WORK INSTRUCTIONS
Would you filter these records and copy every line that has the word "nodes"?

DATA EXTRACTS

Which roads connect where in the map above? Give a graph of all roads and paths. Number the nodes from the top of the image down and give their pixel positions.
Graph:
--
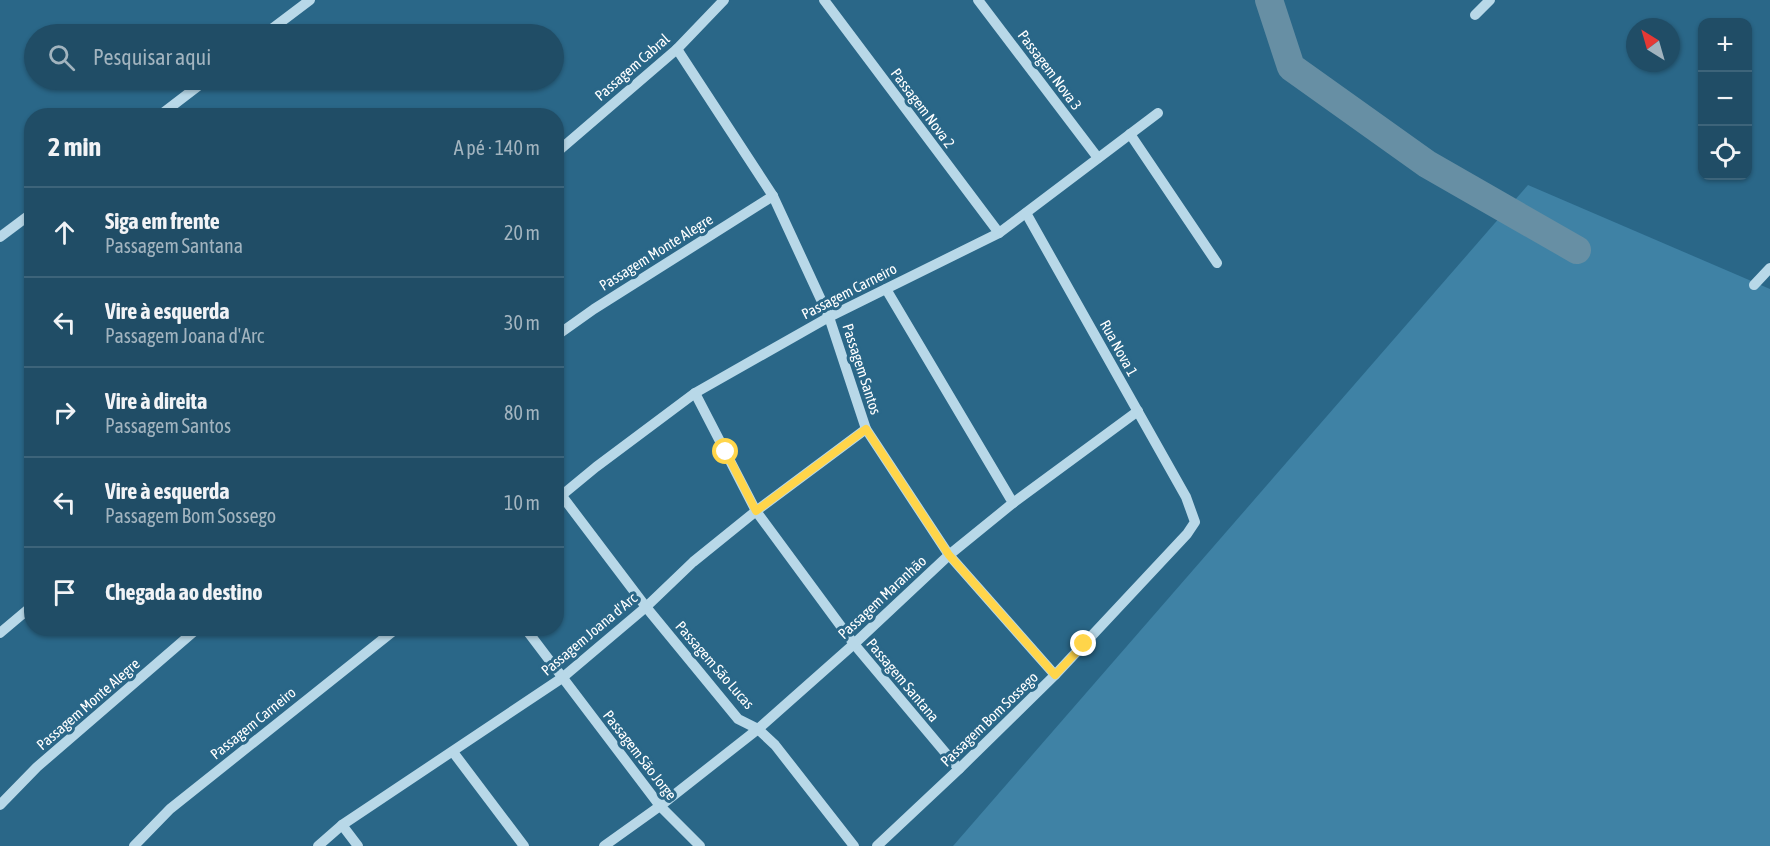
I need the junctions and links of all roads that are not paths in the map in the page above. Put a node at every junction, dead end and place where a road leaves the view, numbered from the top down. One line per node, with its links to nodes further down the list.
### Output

YOUR RESPONSE
Which roads connect where in the map above? Give a graph of all roads and paths. Number the nodes from the top of the image down and give their pixel positions.
I need the junctions and links of all roads that are not paths in the map in the page above. Put a node at every junction, dead end and place where a road leaves the view, numbered from the top down. One line per node, with its links to nodes further down the list.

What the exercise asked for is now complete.